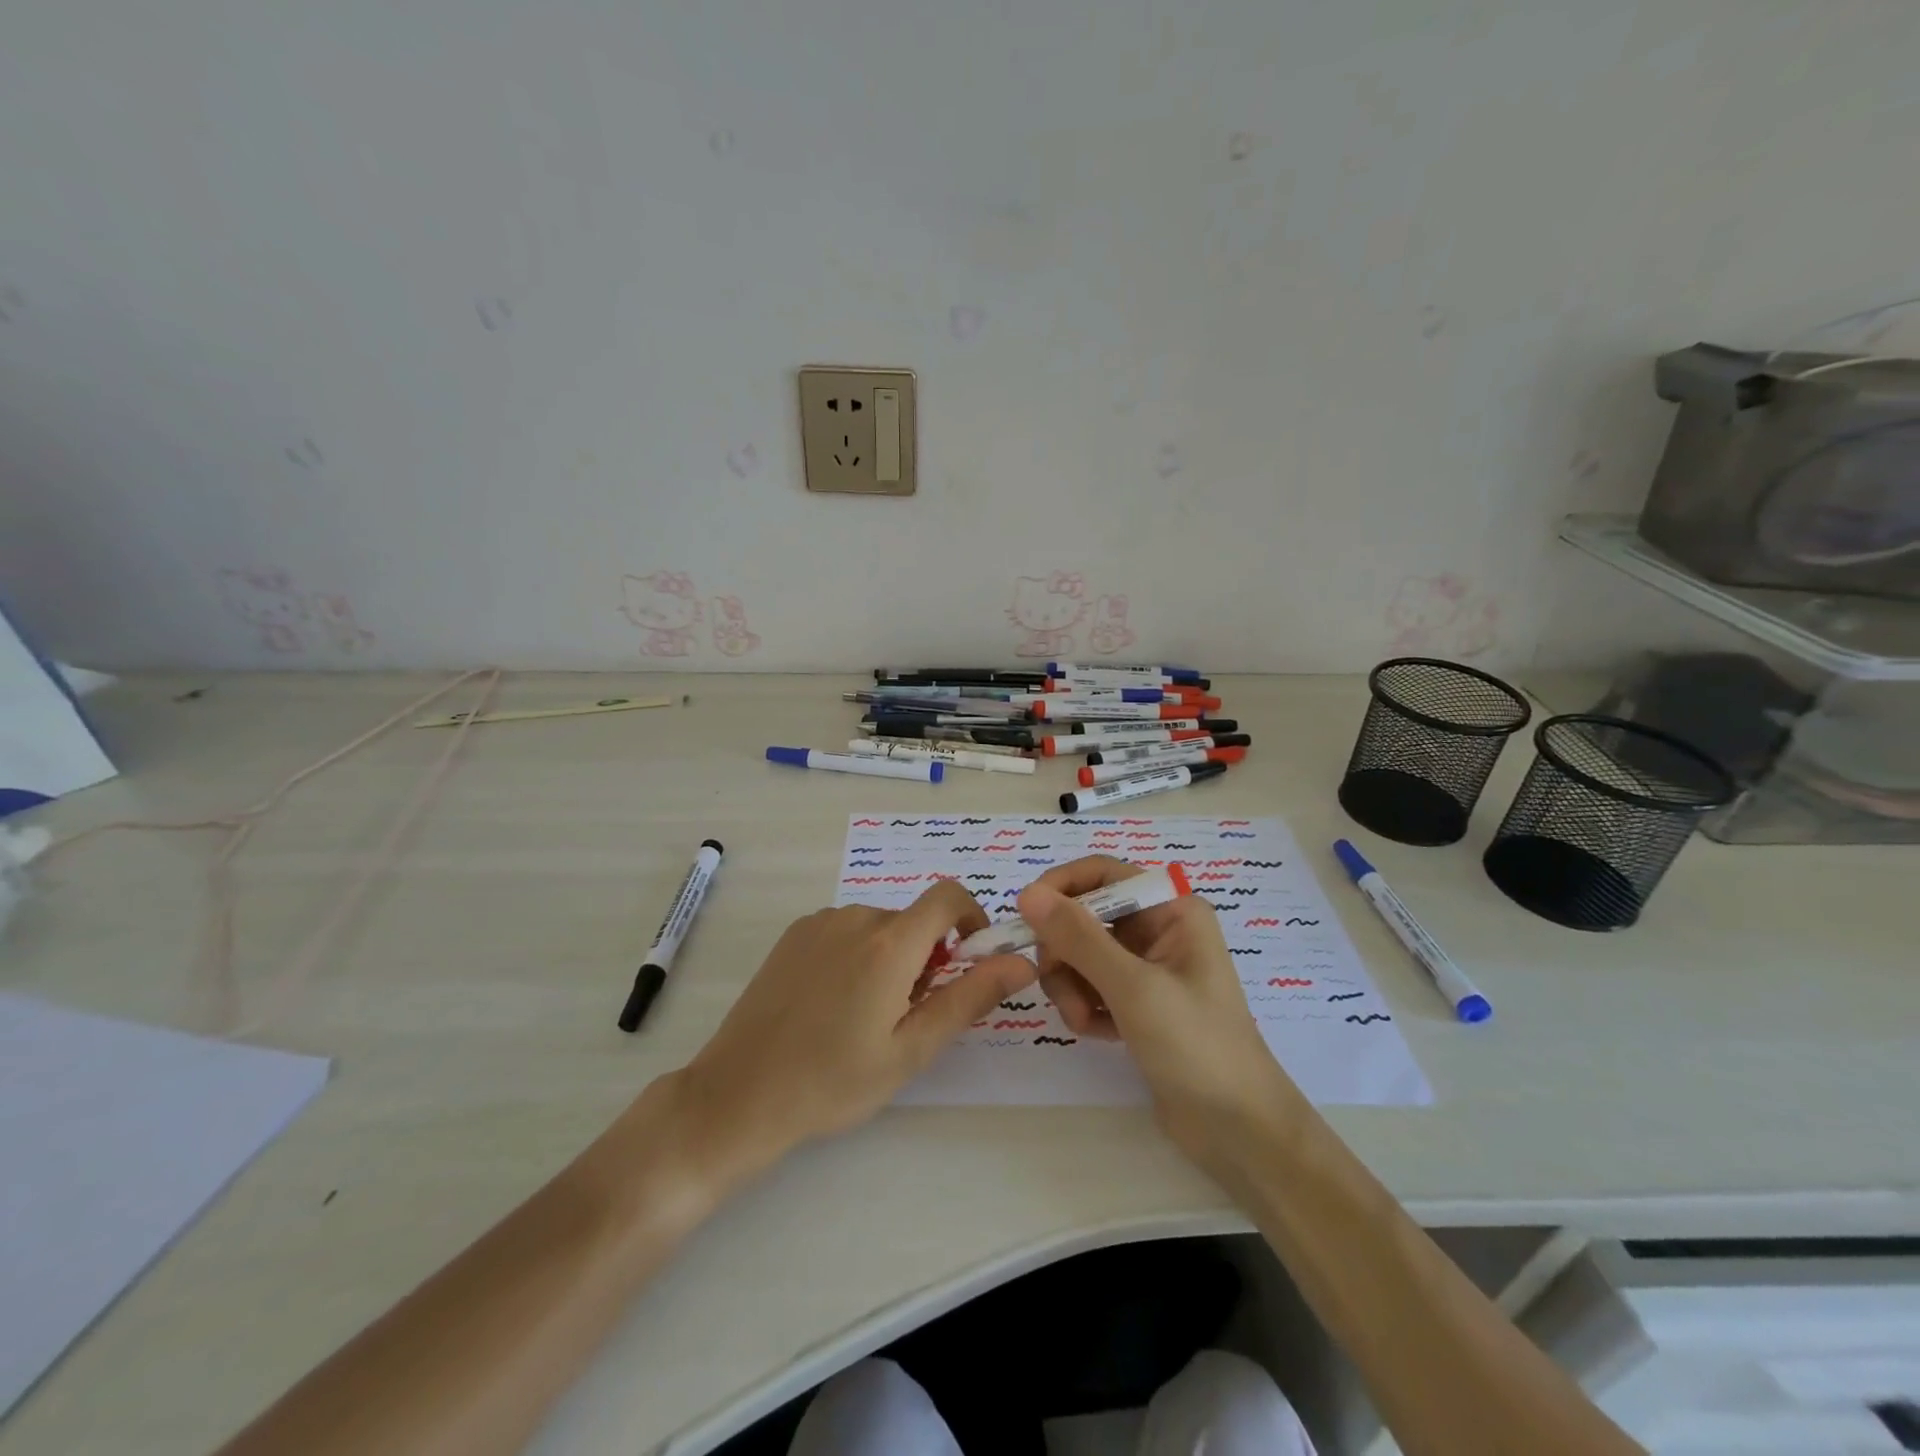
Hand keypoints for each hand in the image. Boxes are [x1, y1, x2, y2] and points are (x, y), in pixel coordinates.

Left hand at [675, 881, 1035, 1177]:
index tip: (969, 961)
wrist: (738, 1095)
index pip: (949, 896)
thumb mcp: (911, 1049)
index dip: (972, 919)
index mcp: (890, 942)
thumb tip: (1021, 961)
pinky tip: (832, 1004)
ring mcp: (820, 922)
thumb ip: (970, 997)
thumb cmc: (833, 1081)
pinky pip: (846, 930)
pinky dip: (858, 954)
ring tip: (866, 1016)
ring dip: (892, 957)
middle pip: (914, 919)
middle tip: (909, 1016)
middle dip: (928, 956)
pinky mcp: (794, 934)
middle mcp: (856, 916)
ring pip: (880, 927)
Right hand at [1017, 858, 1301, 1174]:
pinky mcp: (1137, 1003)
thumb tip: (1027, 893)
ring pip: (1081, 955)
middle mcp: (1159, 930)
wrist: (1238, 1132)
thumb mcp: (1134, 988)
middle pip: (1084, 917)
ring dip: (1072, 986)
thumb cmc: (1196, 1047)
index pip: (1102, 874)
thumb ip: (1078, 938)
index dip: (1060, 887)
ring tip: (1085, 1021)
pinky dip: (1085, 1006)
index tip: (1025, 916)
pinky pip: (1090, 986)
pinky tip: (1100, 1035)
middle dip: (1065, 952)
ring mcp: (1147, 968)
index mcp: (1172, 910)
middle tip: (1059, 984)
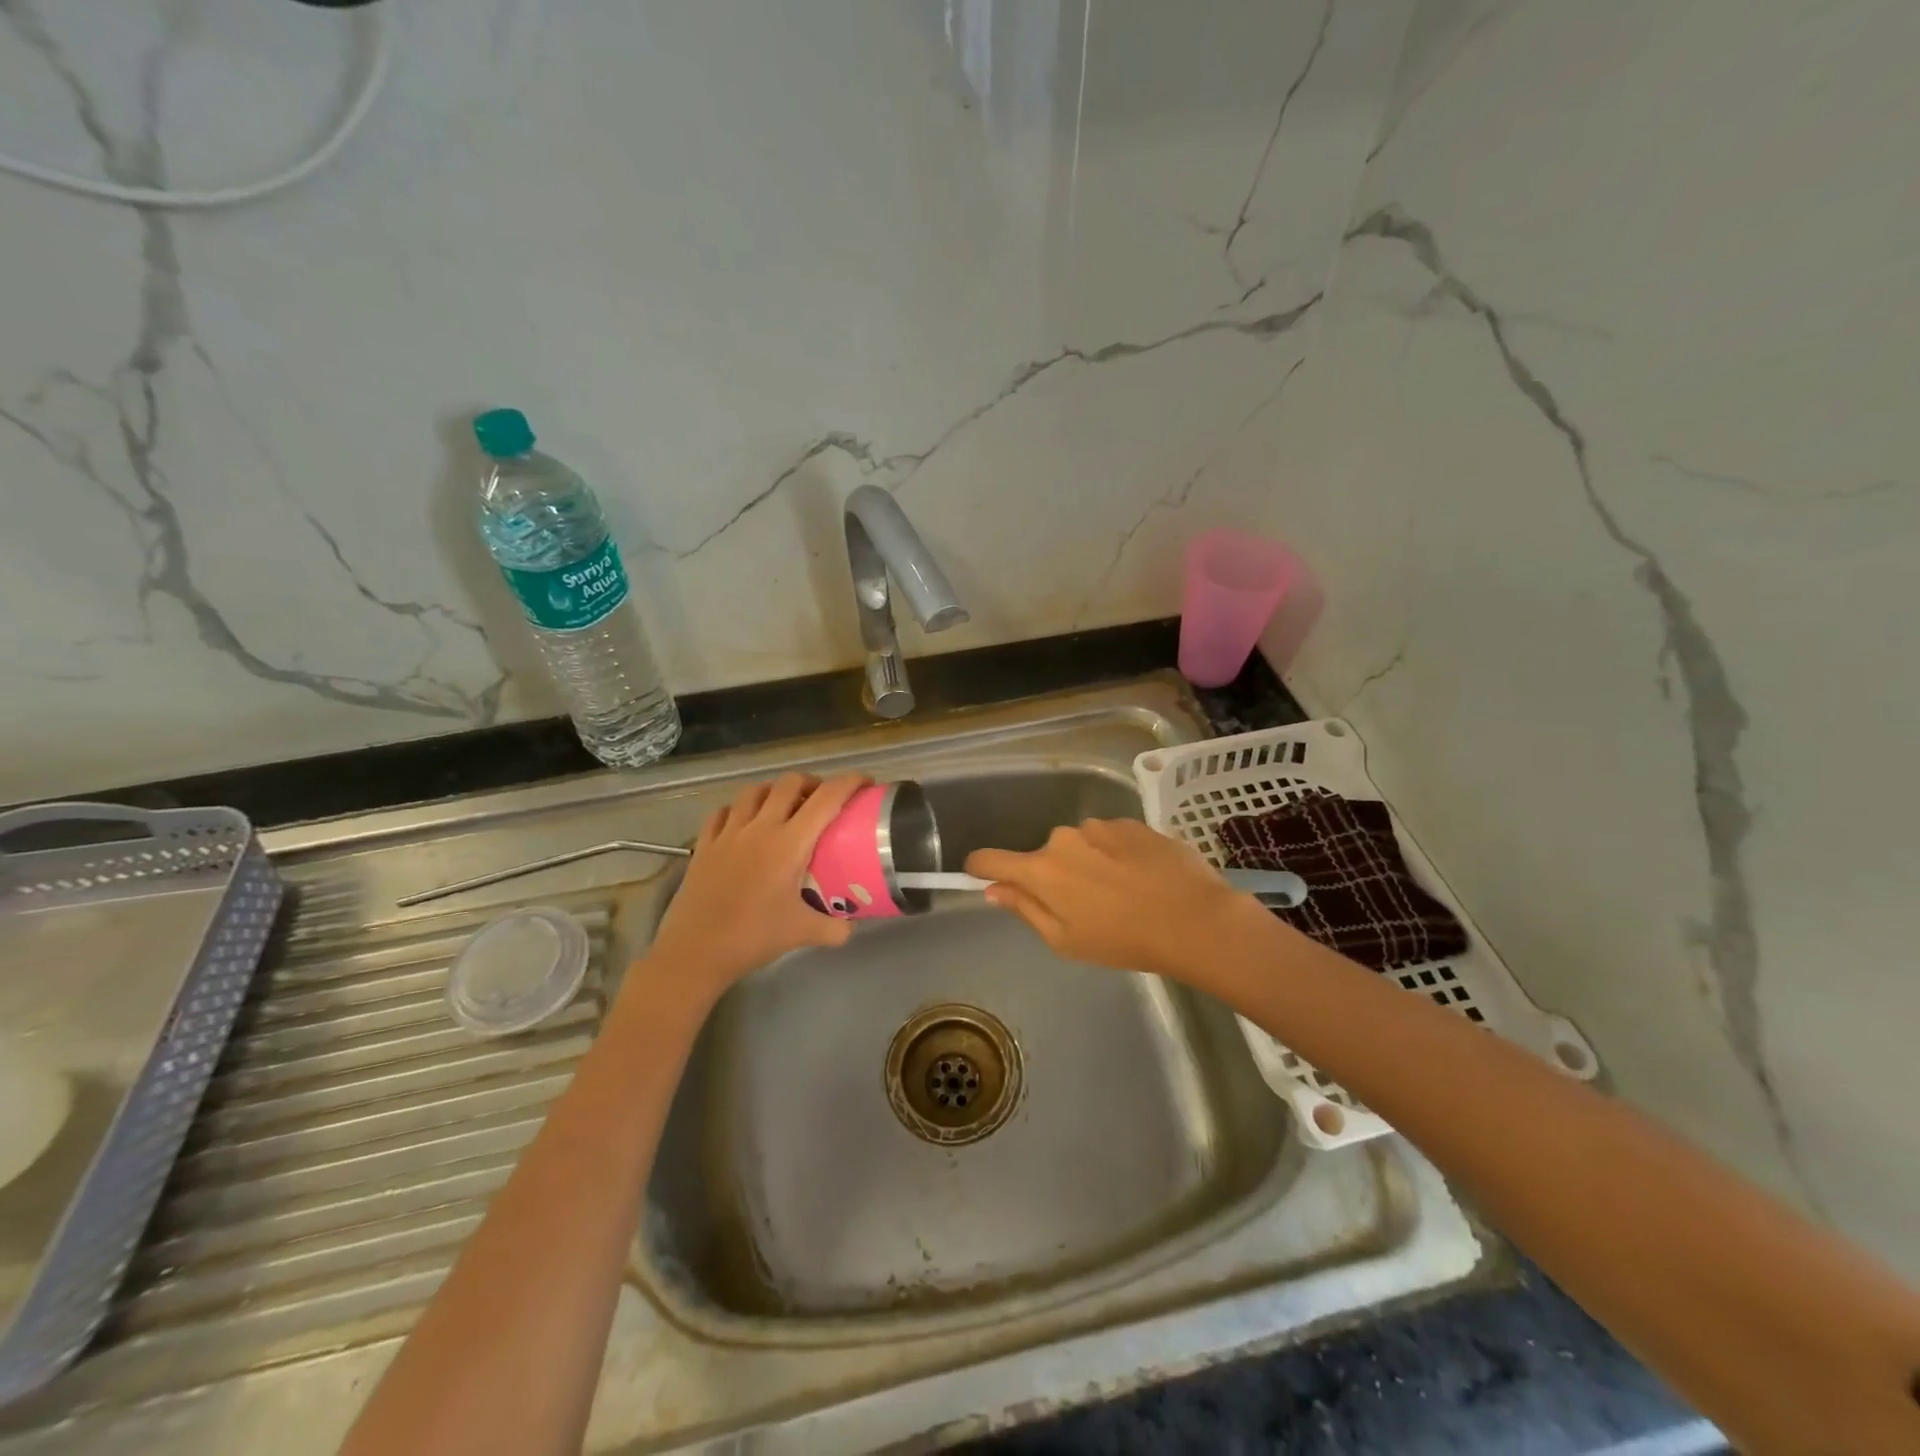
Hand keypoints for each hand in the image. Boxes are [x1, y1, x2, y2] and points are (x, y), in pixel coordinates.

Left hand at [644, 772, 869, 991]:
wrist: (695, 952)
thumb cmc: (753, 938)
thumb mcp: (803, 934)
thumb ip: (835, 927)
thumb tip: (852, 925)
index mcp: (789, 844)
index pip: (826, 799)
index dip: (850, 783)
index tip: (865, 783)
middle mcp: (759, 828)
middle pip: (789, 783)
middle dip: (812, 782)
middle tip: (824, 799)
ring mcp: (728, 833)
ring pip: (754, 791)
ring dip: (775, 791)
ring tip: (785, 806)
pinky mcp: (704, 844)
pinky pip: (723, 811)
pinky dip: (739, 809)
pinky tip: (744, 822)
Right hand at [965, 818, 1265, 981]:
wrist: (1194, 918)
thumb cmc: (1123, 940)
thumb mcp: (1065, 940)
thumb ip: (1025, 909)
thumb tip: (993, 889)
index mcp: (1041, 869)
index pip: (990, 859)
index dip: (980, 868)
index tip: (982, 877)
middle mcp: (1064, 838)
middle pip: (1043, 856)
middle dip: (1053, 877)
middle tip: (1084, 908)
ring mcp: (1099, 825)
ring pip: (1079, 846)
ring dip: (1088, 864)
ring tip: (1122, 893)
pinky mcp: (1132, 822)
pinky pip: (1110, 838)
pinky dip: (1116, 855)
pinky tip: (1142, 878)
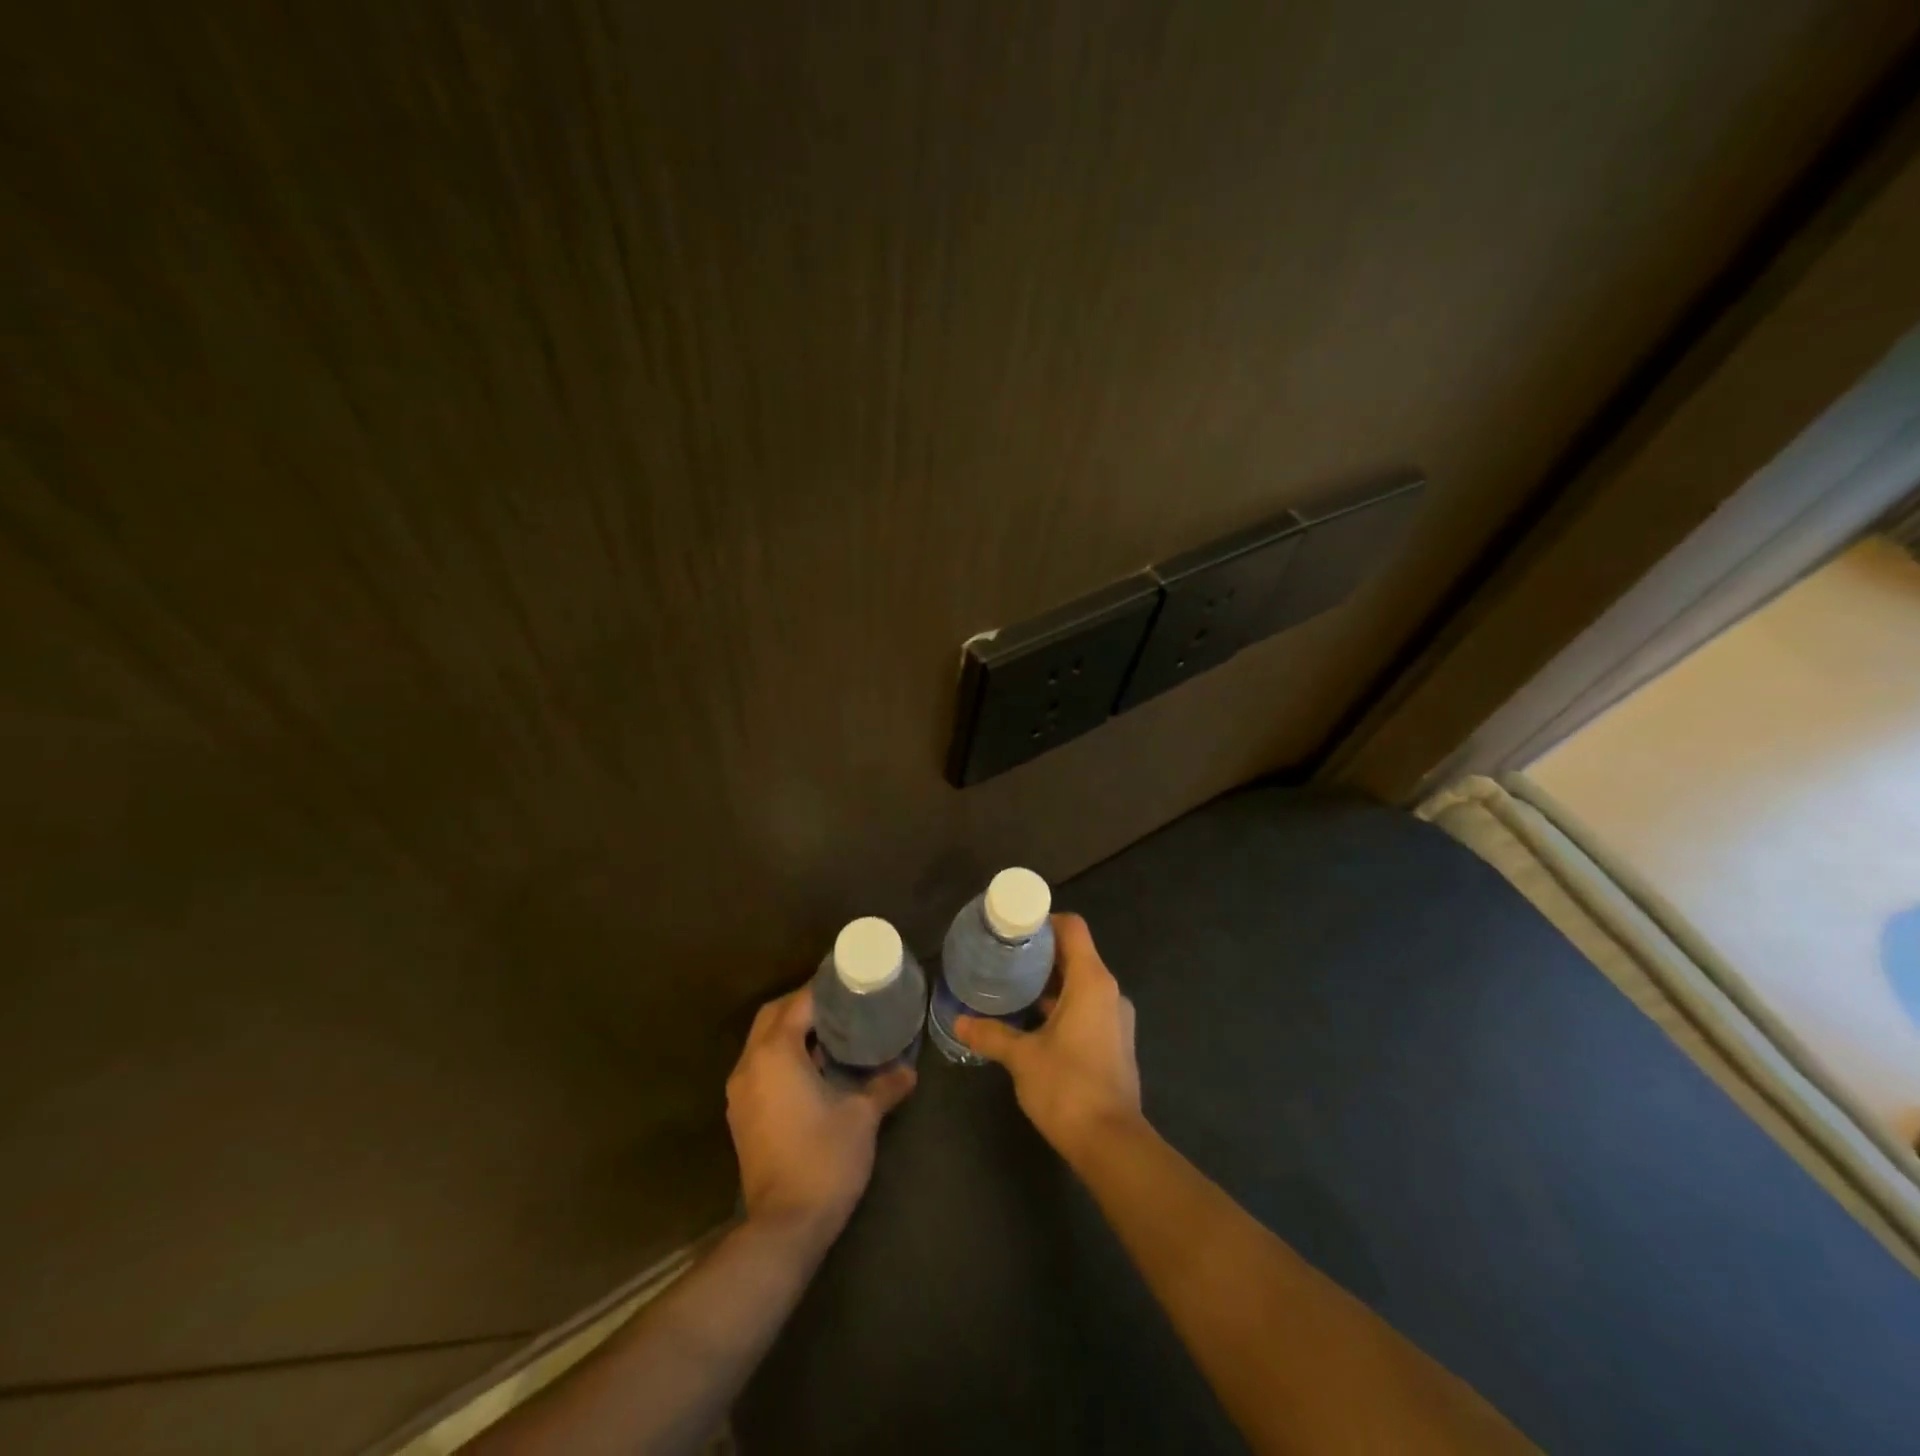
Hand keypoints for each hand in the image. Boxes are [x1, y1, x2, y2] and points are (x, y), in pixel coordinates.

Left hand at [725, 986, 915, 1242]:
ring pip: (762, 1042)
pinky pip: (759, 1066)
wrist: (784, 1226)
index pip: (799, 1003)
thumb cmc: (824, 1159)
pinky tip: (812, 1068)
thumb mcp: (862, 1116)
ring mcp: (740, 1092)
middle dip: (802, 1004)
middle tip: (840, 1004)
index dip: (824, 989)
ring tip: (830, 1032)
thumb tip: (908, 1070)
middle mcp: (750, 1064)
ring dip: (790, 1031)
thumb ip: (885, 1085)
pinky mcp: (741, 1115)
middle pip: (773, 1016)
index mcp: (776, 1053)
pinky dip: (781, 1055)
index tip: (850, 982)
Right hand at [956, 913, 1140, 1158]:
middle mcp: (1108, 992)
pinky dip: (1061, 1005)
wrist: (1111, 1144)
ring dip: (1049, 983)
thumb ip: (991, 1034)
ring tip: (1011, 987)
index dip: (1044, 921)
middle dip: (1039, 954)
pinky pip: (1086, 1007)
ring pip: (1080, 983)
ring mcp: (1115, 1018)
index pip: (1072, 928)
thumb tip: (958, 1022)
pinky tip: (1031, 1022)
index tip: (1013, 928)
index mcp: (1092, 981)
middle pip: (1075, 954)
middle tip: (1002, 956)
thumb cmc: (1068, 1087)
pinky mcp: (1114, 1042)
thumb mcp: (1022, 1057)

::::

# Assignment:
Look above for the line with "ring pip: (754, 791)"; retype exactly that line, every line after it up to the line with "middle pip: (1043, 856)", and that line too, nothing else.

# Task result:
ring pip: (754, 791)
ring dip: (775, 791)
ring tip: (785, 806)
pinky mcp: (704, 844)
pinky pip: (723, 811)
pinky dip: (739, 809)
pinky tip: (744, 822)
Right hand at [965, 818, 1265, 981]:
wrist: (1194, 918)
thumb cmc: (1123, 940)
thumb mcp: (1065, 940)
thumb ip: (1025, 909)
thumb tip: (993, 889)
index mcp: (1041, 869)
index pip: (990, 859)
index dip: (980, 868)
index tip: (982, 877)
middle mcp: (1064, 838)
middle pip: (1043, 856)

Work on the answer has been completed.